The marchers were taunted with personal insults and cries that they were supporters of the Palestine Liberation Organization. "It's too bad Hitler didn't finish you all off," one man was heard to shout, according to a witness.
"It was very unpleasant and frightening," said Rebecca Heimann, one of the marchers. "You should have seen their faces. They looked like supporters of Iran's Ayatollah Ruhollah Khomeini. It's a shame to call them brothers."
The Cabinet meeting, which lasted more than five hours, began at 5 p.m. while several hundred progovernment supporters stood outside Begin's office chanting that Sharon is "King of Israel" and "Arik Sharon's nickname , don't."
Apparently by prearrangement with the police, most of the progovernment group left one side of the area near Begin's office at 7:20 p.m. About 10 minutes later, the Peace Now marchers, many holding lighted torches, began arriving on the other side of the area, gathering in a small park that overlooks Begin's office and the Bank of Israel building across from it.
The demonstration had ended and the bulk of the Peace Now group had left the area when at 8:47 the grenade exploded, setting off pandemonium.
Eyewitnesses said the grenade apparently had been placed beneath a van belonging Galia Golan, a specialist in Soviet studies at Hebrew University and a well-known Peace Now activist, that was parked in a driveway near the entrance to the Bank of Israel building.
As dozens of reporters and cameramen who were gathered outside of Begin's office awaiting the Cabinet decision raced to the scene of the explosion, police and soldiers fought to clear the area.
People near the site of the explosion said there was no sign that the grenade was thrown, and there was no immediate indication of who was responsible for it.
A man who identified himself as a supporter of Begin and Sharon said his group had not planted the grenade. "Nobody put anything there," he said. "This is a provocation."
Peace Now issued a statement tonight charging that the explosion resulted from "the atmosphere of encitement and terror against political opposition" that it said was fostered by the Begin government.
"The movement was instrumental in forcing the government to set up the inquiry commission into the Beruit massacre ," the statement said. "It will continue to press for full implementation of the commission's recommendations. We will not tolerate any arrangement which will permit Mr. Sharon to continue to serve in any capacity in the Cabinet."
The shock of the explosion was written on the faces of Cabinet ministers as they left the meeting.
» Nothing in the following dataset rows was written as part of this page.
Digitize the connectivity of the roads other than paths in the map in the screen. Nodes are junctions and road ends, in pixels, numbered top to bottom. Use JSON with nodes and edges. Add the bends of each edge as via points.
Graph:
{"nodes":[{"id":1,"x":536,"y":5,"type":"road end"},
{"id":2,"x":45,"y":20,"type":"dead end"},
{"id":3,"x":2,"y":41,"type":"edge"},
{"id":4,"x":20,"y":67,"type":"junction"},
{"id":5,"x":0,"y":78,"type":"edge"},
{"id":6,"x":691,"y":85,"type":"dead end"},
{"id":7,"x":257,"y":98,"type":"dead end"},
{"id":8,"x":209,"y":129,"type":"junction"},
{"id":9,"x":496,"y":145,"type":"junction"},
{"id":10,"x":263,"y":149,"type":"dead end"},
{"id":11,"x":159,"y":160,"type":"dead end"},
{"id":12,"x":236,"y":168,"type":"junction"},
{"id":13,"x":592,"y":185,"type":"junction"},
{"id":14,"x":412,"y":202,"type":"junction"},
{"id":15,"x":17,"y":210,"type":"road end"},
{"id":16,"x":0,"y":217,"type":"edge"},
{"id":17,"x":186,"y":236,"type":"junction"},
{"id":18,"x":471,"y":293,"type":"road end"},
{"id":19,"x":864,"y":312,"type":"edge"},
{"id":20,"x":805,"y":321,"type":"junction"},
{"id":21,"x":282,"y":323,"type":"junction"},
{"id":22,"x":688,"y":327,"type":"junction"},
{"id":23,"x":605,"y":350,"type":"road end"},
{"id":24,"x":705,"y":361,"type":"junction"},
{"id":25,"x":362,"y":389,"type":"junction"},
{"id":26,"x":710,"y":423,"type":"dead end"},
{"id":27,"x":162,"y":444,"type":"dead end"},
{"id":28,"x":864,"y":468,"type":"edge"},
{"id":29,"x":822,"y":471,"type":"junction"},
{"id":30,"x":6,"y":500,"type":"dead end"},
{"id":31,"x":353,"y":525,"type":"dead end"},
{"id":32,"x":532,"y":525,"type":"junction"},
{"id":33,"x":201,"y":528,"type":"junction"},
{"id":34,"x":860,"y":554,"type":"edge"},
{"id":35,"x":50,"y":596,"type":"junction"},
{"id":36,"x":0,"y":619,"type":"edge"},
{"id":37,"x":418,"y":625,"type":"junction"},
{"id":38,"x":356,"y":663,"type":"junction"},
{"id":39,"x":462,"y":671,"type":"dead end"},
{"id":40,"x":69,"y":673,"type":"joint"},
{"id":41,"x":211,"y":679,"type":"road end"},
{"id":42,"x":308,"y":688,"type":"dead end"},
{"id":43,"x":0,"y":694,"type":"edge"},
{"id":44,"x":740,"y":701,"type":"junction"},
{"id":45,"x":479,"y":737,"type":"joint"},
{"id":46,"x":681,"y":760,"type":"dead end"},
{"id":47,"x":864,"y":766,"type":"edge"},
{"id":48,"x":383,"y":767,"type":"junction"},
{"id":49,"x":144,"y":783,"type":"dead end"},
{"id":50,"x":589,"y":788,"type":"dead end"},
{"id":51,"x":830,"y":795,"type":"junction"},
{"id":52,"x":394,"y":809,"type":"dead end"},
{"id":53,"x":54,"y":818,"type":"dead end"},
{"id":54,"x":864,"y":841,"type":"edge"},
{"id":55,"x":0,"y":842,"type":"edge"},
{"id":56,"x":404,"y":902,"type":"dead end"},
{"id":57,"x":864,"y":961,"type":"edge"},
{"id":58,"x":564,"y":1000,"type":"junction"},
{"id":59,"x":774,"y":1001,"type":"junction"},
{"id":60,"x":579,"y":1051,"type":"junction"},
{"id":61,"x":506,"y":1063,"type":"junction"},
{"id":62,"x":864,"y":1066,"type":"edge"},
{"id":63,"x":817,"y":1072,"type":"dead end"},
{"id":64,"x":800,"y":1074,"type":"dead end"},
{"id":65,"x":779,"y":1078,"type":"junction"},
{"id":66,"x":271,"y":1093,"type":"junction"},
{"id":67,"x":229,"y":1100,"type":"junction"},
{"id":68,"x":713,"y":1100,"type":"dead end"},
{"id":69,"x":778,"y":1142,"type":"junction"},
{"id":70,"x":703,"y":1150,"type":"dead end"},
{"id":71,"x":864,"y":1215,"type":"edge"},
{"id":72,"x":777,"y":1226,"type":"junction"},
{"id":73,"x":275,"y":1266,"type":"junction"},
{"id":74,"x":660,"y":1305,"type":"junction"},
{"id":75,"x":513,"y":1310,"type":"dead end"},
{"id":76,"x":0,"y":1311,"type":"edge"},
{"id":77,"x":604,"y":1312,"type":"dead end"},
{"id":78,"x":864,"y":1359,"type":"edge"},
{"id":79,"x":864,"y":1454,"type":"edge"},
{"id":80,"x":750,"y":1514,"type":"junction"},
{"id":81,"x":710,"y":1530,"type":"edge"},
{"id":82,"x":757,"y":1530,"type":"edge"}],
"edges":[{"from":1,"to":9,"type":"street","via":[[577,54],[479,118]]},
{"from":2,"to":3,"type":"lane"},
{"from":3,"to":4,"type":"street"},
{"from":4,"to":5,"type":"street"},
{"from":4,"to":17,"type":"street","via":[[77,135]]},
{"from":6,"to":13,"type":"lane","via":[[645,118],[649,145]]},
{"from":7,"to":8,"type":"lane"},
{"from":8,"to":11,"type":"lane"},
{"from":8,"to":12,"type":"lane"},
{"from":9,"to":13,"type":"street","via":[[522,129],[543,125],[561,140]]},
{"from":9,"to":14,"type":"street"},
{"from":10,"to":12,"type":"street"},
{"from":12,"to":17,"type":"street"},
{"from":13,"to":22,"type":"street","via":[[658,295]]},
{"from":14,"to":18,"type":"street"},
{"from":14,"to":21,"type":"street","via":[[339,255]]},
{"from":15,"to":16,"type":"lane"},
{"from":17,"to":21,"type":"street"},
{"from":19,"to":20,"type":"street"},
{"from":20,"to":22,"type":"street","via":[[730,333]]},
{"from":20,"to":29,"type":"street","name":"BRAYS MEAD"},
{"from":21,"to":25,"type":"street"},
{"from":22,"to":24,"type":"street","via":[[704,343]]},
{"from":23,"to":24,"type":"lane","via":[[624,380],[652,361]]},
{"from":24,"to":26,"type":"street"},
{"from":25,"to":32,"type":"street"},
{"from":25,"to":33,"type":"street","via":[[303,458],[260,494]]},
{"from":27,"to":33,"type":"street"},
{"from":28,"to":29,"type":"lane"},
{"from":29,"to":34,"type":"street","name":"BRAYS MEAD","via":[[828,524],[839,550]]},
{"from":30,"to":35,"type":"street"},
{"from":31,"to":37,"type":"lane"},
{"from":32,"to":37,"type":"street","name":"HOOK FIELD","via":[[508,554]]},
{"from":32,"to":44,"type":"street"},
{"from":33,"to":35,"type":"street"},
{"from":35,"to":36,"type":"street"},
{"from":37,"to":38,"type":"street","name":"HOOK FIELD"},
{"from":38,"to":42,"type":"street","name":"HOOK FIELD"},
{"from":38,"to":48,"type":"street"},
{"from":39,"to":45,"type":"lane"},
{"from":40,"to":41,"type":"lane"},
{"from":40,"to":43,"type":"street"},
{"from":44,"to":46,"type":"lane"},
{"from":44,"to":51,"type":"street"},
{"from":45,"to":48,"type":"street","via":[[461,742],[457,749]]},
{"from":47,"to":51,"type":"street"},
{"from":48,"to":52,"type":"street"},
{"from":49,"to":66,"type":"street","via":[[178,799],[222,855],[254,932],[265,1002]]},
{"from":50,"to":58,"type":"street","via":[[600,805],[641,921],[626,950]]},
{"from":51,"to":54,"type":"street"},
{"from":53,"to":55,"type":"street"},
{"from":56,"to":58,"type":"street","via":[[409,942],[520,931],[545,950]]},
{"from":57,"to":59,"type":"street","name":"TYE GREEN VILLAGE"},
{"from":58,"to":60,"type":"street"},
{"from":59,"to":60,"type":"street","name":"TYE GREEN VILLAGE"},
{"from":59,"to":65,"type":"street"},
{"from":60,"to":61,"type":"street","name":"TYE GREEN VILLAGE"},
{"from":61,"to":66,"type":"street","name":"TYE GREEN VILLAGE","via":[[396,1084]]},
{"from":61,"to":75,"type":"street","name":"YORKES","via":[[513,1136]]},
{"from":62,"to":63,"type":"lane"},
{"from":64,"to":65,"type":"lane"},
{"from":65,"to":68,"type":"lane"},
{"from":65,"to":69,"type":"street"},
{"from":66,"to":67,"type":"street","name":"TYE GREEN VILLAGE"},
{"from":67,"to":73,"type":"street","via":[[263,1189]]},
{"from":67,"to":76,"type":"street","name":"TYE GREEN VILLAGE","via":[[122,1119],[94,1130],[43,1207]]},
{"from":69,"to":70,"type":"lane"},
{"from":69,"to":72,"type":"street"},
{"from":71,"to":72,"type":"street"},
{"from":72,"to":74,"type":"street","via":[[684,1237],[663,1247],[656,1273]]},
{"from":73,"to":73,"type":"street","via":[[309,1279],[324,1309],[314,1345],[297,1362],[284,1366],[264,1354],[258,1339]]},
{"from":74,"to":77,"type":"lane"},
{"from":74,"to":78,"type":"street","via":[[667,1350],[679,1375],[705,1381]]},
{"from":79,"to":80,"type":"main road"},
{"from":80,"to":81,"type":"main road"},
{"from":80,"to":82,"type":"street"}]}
Interior Minister Burg, who left early after being informed of what was described as his son's relatively light injury, told reporters, "Let us not forget who we are and how many deaths have occurred in this generation."
Burg said the blast should spur the government to end the political stalemate over the commission's recommendations and Sharon's future or risk further social and political hamsin--a Hebrew word that refers to the hot, dry desert winds that occasionally blow over Jerusalem, causing discomfort and increased tension among many.
A short time later, the Cabinet voted to adopt the commission's recommendations, but the silence of Sharon and Begin as to their intentions meant there would be hours if not days more before there was a decisive end to the drama surrounding the defense minister's future in the Israeli government.
Begin still appeared anxious for Sharon to leave on his own, although the comments of the official who briefed reporters following the Cabinet meeting strongly suggested that he might overcome his reluctance to dismiss him if there was no break soon in the deadlock.
"Legally, this doesn't mean a firing," the official said. "Legally, Sharon is still the defense minister, but I suppose in a short time, a matter of days, this will be resolved."
The Cabinet voted to adopt the full commission report, which includes recommendations that Maj. Gen. Yehoshua Saguy be removed as chief of military intelligence, and that Brig. Gen. Amos Yaron, who was commander of all Israeli forces in Beirut at the time of the massacre, be demoted from field command. The two officers spoke to the Cabinet before the vote.